Se o Brasil vive em um Estado Democrático de Direito, como se costuma dizer, além de manter ativo seu sistema de leis resguardado pela Constituição Federal, é preciso que as autoridades cumpram na prática o que está na legislação, sempre em favor do interesse público e do bem-estar social.
Acontece que vivemos sob o risco de nos tornarmos um Estado Democrático meramente de aparência, já que valiosas conquistas sociais estão sendo ignoradas ou acessadas apenas de forma parcial, exsurgindo ações deletérias de distinção, não raramente, balizadas apenas em cor, gênero, religião, nível social, interesse econômico e ideologia política.
Episódios recentes revelam a gravidade dessas violações: um pacote de reformas penais tentou, recentemente, institucionalizar a gravação de conversas entre Advogados e clientes. A prática, ilegal, é cada vez mais comum em nosso país.
O fim do sigilo da relação profissional entre Advogados e clientes elimina um direito constitucional que é a defesa de todo e qualquer cidadão. Sem ele, a população se torna ainda mais vulnerável, a Democracia se enfraquece e o interesse público deixa de ser a busca prioritária dos nossos governantes.
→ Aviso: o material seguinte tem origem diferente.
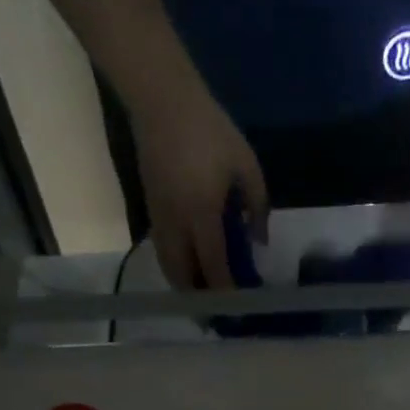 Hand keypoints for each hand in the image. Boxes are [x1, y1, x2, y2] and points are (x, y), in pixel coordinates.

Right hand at [130, 87, 268, 291]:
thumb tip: (259, 242)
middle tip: (218, 310)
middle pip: (184, 278)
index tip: (239, 307)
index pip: (214, 266)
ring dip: (185, 286)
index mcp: (203, 214)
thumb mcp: (246, 164)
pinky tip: (190, 267)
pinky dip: (176, 267)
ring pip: (169, 268)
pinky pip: (163, 252)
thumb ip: (257, 206)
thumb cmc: (210, 129)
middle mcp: (177, 225)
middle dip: (200, 299)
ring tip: (203, 295)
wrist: (161, 100)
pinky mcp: (151, 211)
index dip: (226, 291)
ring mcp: (160, 220) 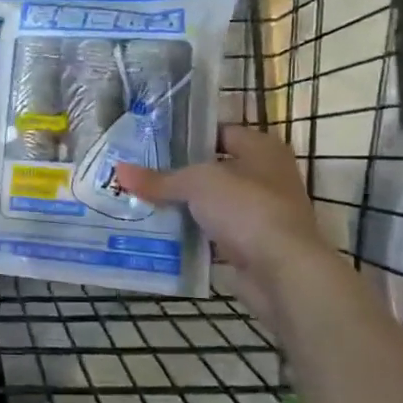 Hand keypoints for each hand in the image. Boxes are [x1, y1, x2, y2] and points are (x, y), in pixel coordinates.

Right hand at [115, 126, 340, 317]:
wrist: (283, 271)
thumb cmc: (246, 208)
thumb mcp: (196, 184)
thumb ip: (159, 179)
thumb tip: (119, 171)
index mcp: (261, 148)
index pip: (218, 131)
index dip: (186, 136)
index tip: (150, 142)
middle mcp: (266, 176)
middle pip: (213, 169)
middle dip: (178, 173)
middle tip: (138, 172)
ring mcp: (260, 212)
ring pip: (211, 203)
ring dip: (183, 206)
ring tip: (141, 201)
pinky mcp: (252, 244)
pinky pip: (213, 232)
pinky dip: (191, 233)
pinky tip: (160, 232) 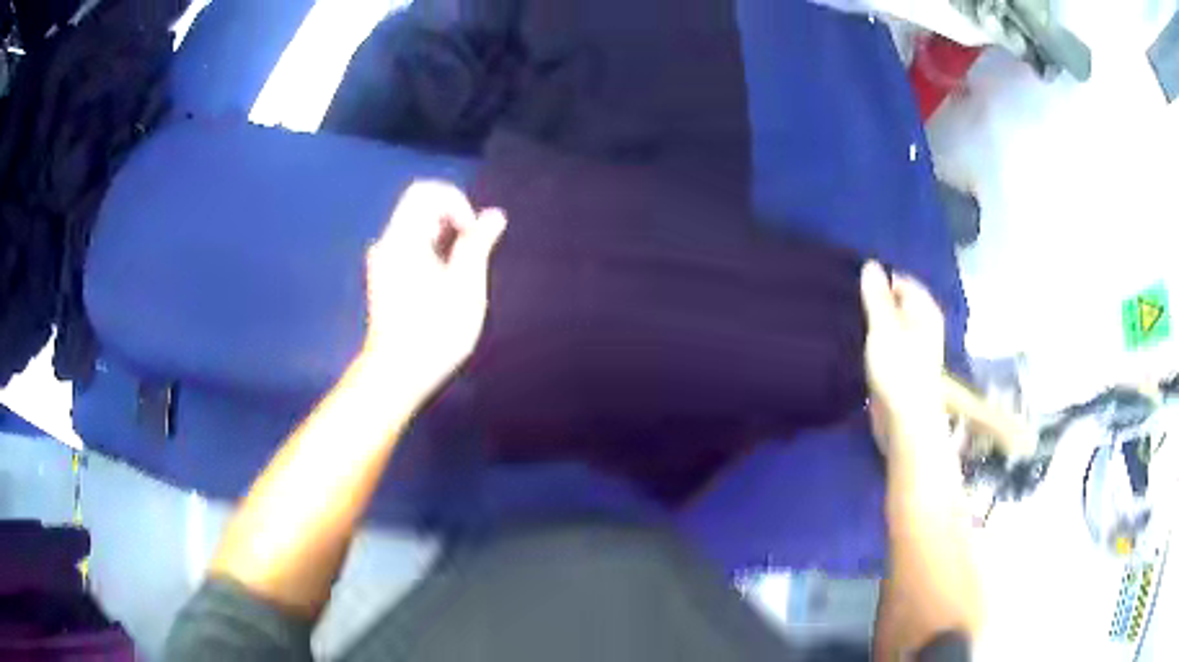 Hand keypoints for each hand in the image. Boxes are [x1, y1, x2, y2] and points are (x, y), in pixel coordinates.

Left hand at [363, 181, 506, 397]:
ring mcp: (383, 262)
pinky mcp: (384, 278)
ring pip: (416, 228)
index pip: (425, 192)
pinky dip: (433, 251)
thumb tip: (494, 215)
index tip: (472, 233)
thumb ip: (478, 244)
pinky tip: (446, 281)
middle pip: (420, 207)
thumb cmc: (434, 332)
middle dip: (452, 219)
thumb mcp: (465, 286)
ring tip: (463, 270)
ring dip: (445, 237)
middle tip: (473, 252)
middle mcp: (387, 243)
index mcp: (402, 239)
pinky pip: (410, 247)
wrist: (397, 374)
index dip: (456, 202)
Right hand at [859, 261, 950, 465]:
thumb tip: (871, 265)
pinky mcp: (903, 370)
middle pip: (896, 304)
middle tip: (848, 305)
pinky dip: (874, 345)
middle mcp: (923, 326)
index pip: (902, 282)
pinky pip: (887, 347)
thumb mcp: (884, 325)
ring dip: (872, 326)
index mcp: (925, 310)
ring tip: (848, 325)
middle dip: (874, 304)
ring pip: (890, 327)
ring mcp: (914, 350)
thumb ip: (876, 295)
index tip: (853, 288)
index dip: (879, 282)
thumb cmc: (899, 368)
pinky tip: (857, 348)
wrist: (905, 421) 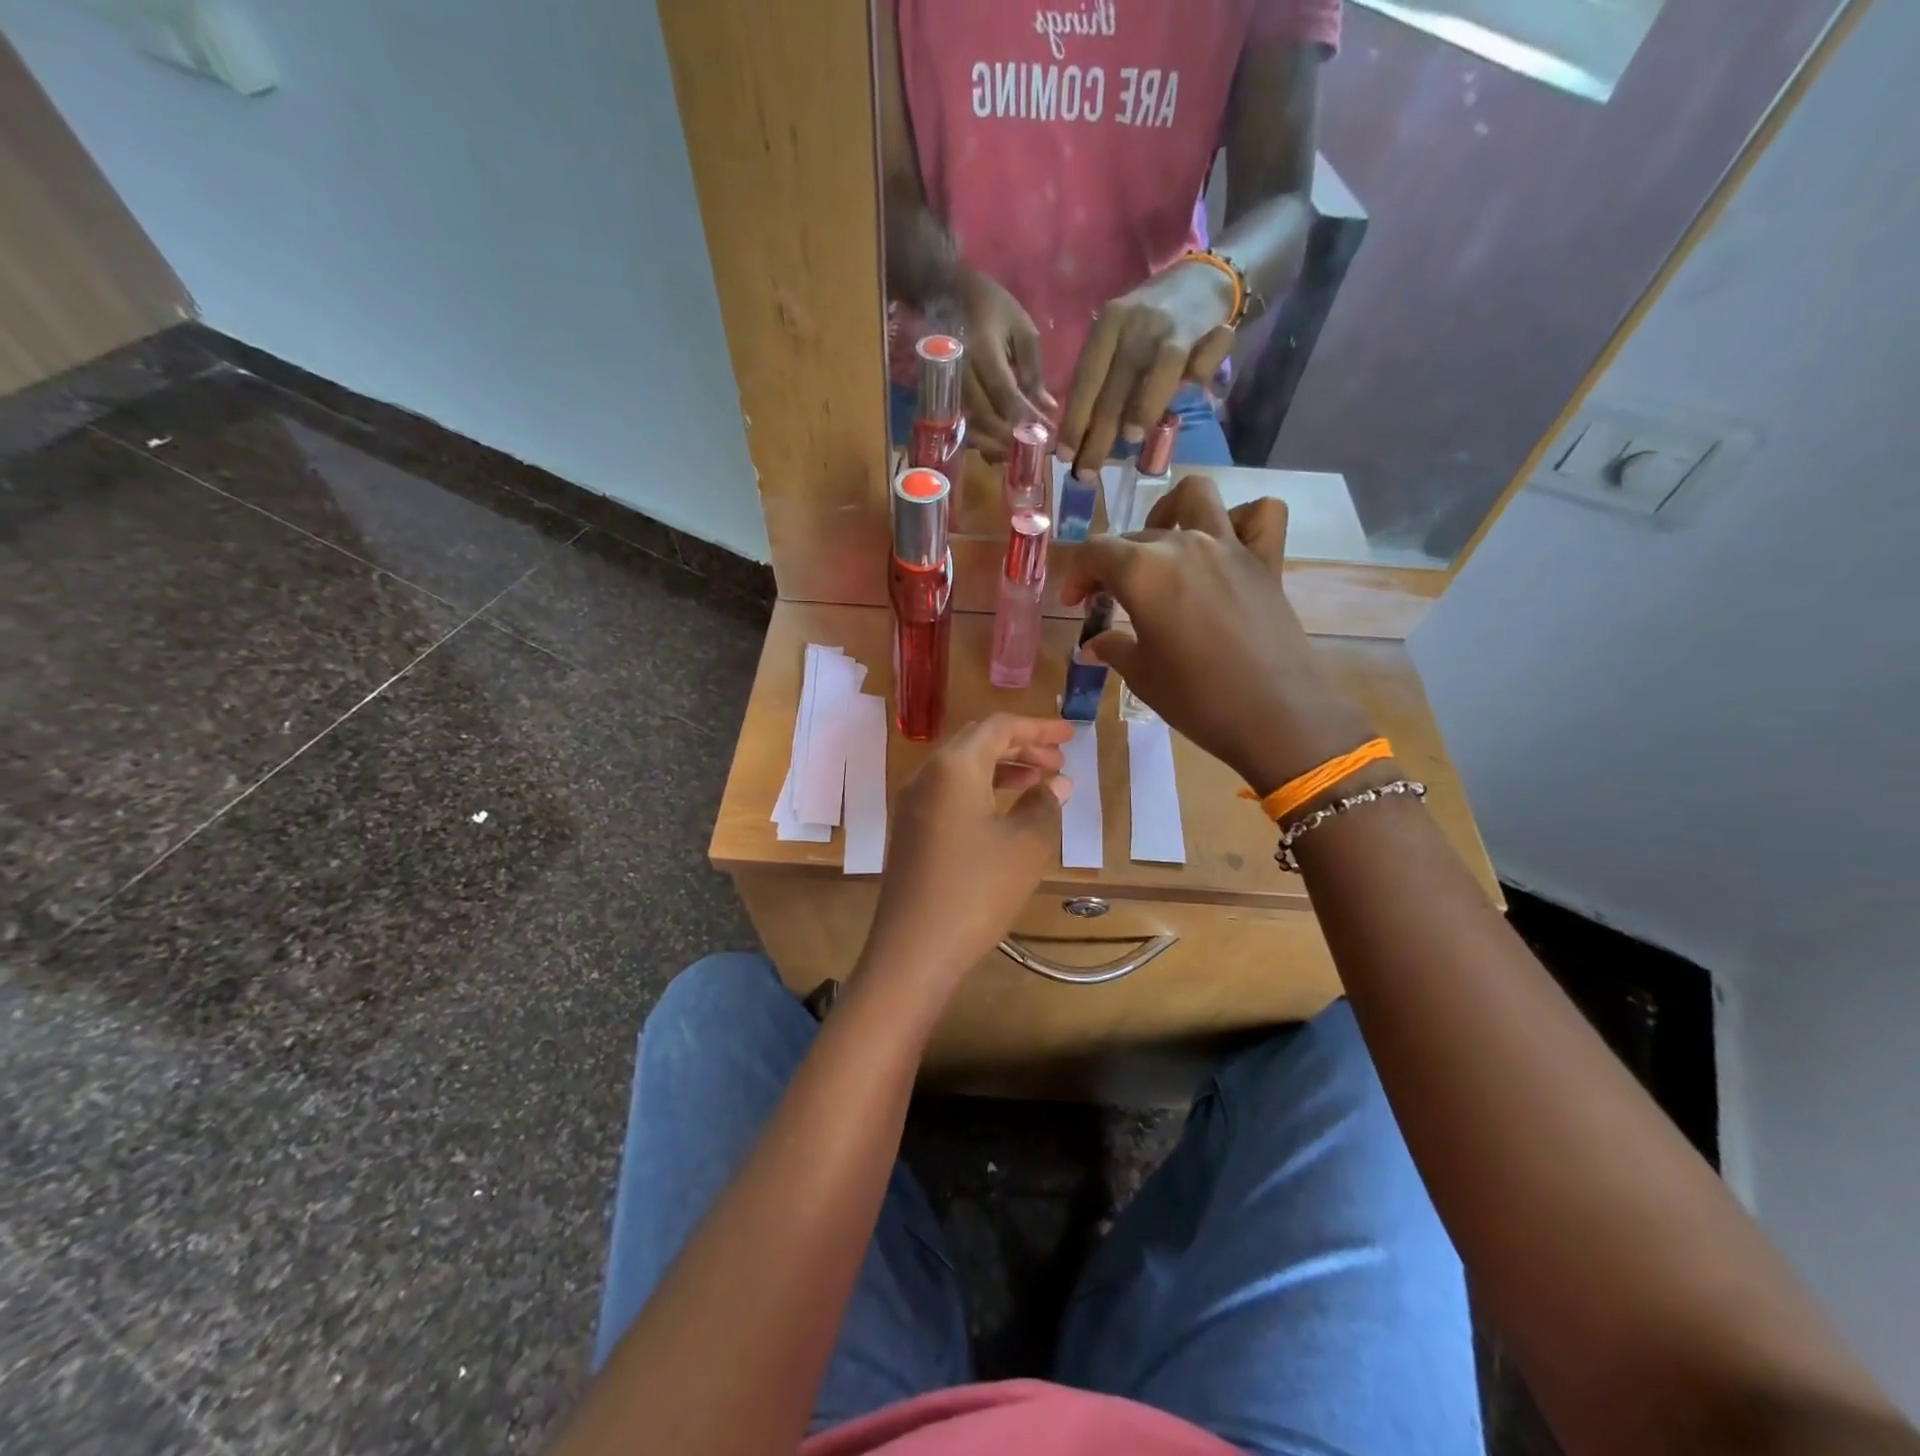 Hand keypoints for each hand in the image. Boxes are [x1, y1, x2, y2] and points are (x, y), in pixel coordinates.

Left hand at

Na ânsia de julgar antecipadamente, de manipular as responsabilidades e de agir conforme seus interesses, inúmeras esferas do Poder Público atentam contra a Democracia impedindo, especialmente Advogados e Jornalistas, de atuarem com liberdade. Também não são poucos os casos de Jornalistas que acumulam ações penais, civis e administrativas por não divulgar suas fontes, especialmente quando as informações coletadas dizem respeito a grupos influentes ou esferas do poder. A quebra de sigilo da fonte é uma afronta ao direito profissional que está garantido pelo artigo 5º da Constituição Federal em proteção do cidadão.
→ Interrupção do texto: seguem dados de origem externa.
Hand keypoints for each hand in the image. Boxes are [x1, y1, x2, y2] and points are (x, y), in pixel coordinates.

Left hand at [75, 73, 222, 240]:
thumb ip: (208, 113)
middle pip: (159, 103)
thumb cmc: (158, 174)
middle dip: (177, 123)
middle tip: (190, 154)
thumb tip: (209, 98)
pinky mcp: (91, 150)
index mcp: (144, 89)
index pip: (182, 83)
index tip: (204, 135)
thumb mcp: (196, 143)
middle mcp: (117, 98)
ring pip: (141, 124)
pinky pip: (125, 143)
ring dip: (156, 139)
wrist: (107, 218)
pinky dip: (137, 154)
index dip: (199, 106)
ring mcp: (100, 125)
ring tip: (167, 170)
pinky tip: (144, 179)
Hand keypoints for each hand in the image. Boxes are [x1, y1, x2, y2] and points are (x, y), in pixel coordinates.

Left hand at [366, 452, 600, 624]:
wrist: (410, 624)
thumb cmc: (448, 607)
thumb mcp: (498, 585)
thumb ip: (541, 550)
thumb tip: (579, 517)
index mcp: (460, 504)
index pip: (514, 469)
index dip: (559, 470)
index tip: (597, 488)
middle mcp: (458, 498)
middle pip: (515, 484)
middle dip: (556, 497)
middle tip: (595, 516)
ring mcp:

O resguardo da fonte não é uma invenção brasileira. Tratados internacionais, dos quais o Brasil é signatário, como a Declaração de Princípios sobre a Liberdade de Expressão da Organização dos Estados Americanos, reafirmam essa premissa. Não há garantia de informação verdadeira e de credibilidade se não houver respeito integral ao sigilo da fonte. Chegamos a um ponto crucial da nossa história que demanda resposta firme a uma indagação: queremos uma Democracia de faz de conta ou queremos uma Democracia Constitucional verdadeira que, ao mesmo passo que respeite e legitime a vontade popular da maioria episódica em determinado momento social, não se descure das conquistas civilizatórias da humanidade?
É evidente que todos aqueles que estão de boa-fé e cônscios dos seus compromissos sociais e públicos devem dar resposta positiva à segunda parte da indagação acima; afinal de contas, já assistimos a inúmeros exemplos da bancarrota de muitas Nações que se afundaram em retrocessos ao pretenderem seguir o caminho sem volta da Democracia que despreza as conquistas civilizatórias da humanidade, e pretende se sustentar apenas e tão somente na vontade popular episódica da maioria.
É exatamente nesta esteira que se encontram as premissas dos sigilos da fonte para o Jornalista e da relação entre Advogado e cliente para a Advocacia, por evidentemente constituírem eles, os sigilos, conquistas civilizatórias da humanidade que põem freios aos arroubos das vaidades dos comandantes de plantão que pretendem impor a todos nós a sua régua de conduta, pouco importando as vontades do cidadão que encontrem respaldo na vigente ordem constitucional.
O sigilo da fonte permite ao Jornalista ter acesso a informações que jamais seriam apresentadas se não fosse o dever ético-profissional dele de preservar a fonte, justamente porque o exercício do poder sobre as pessoas implica no ocultamento das informações das quais tem conhecimento determinada pessoa pelo óbvio medo da represália que a força imediata do comandante de plantão tem sobre os cidadãos. Serve ele, o sigilo da fonte, ao asseguramento da garantia do direito que todo cidadão tem de fazer o juízo de valor que bem entender sobre os fatos verdadeiros que venham a ser apresentados pelos Jornalistas, permitindo até mesmo que cada um de nós faça o seu juízo moral sem qualquer manipulação.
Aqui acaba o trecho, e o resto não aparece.